In my time at Bullseye Media this is the one lesson I have been reminded of more often than anything else: Dentists are not marketers.
There, I said it. I do not mean this as a put-down or to be derisive, it’s just fact. (Hopefully you haven’t stopped reading yet.) You went to dental school to help patients, not to worry about website traffic and Google reviews.
Good news, marketing is what I and many of the other team members at Bullseye went to school for and have practiced for many years in our careers. We are here to help you navigate the acronym rich and often confusing waters of marketing. In my mind though, it boils down to one thing and one thing only: How much did you spend and what is your return? Said another way, you put x dollars out into the world… how many of them came back as patients?
This is the focus of all media spend at Bullseye.
Getting more patients in seats
We don’t care about click-through rates or impressions as much as we do about the number of patients in seats. If your marketing dollars are not accomplishing this, then you’re wasting your money, pure and simple.
This is not to say that there are not good long term plays out there, such as growing your organic social media following or doing a strong brand building campaign that will pay off in spades in time. But even with long term efforts, the opportunity cost should be weighed against the return: your return on investment (ROI).
Now this all sounds well and good and if you are a dental practice, you should be nodding your head and saying to yourself “yeah, that’s what I am talking about!” So how do you get there?
Well, that work starts with you and your practice. *Sounds of deflation* (Sorry everyone, you’ve got to put in a little work to get the reward.)
Know your Patient Lifetime Value
It starts with the practice. What do I mean? You must be able to tell me what the lifetime value of a patient is. That is a number you should know by heart.
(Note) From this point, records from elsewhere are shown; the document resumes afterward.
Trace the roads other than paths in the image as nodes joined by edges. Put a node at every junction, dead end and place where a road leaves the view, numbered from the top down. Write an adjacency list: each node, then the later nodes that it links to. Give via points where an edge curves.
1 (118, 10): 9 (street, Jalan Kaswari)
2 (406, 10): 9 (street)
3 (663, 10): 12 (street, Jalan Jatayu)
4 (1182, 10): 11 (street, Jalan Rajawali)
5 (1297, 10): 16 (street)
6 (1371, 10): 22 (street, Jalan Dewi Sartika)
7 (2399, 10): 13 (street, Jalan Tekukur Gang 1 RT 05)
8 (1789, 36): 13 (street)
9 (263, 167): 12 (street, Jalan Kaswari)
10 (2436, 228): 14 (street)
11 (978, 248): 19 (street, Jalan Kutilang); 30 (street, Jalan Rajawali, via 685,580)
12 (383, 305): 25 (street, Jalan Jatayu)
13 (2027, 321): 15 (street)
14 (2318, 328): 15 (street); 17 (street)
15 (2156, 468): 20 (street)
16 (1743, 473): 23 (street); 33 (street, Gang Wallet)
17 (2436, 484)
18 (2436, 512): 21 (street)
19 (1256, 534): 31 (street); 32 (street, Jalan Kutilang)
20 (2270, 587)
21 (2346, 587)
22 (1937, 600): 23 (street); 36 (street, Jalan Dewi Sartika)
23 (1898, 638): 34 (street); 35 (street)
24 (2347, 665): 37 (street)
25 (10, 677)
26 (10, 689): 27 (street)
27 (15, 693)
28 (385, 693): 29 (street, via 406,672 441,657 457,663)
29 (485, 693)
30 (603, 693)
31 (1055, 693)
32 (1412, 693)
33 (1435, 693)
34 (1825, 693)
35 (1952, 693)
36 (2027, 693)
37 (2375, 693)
If you get a new patient through the door, what does that mean to your bottom line? Just the value of the first visit is not enough. If your average patient comes back once or twice a year over the next 10 years, what does that value look like? Knowing this number can help you frame up what you should be looking for when it comes to new patient cost per acquisition.
Let me explain: If you know your patient lifetime value (LTV) is $5,000 then you can work from there to determine what a comfortable cost per acquisition should be. 3:1 is a good place to start with a goal of improving from there to possible 8:1 or 10:1 if you are really firing on all cylinders. So, what do I mean by that? I mean if your LTV is $5,000 then initially you should be willing to spend 1/3 of that, roughly $1,666 to get them in the door with a scheduled appointment. From there, it’s another simple step back to how many phone calls and online form fills do you need before a patient schedules their first appointment? Any marketing company worth their salt should be able to tell you how many form fills and phone calls they are driving with your current marketing spend. If they can’t, that should be a big red flag.
This simple formula and discussion can help you drive all your marketing decisions. Things like “should we be on TikTok?” or “YouTube seems like some place we should advertise”. It can help you address a comment I hear all the time: “we have only ever grown by word of mouth and that seems good enough”; even word of mouth has a cost (!) and can become a solid growth strategy you can lean into even more, such as through increasing the number of Google reviews you receive.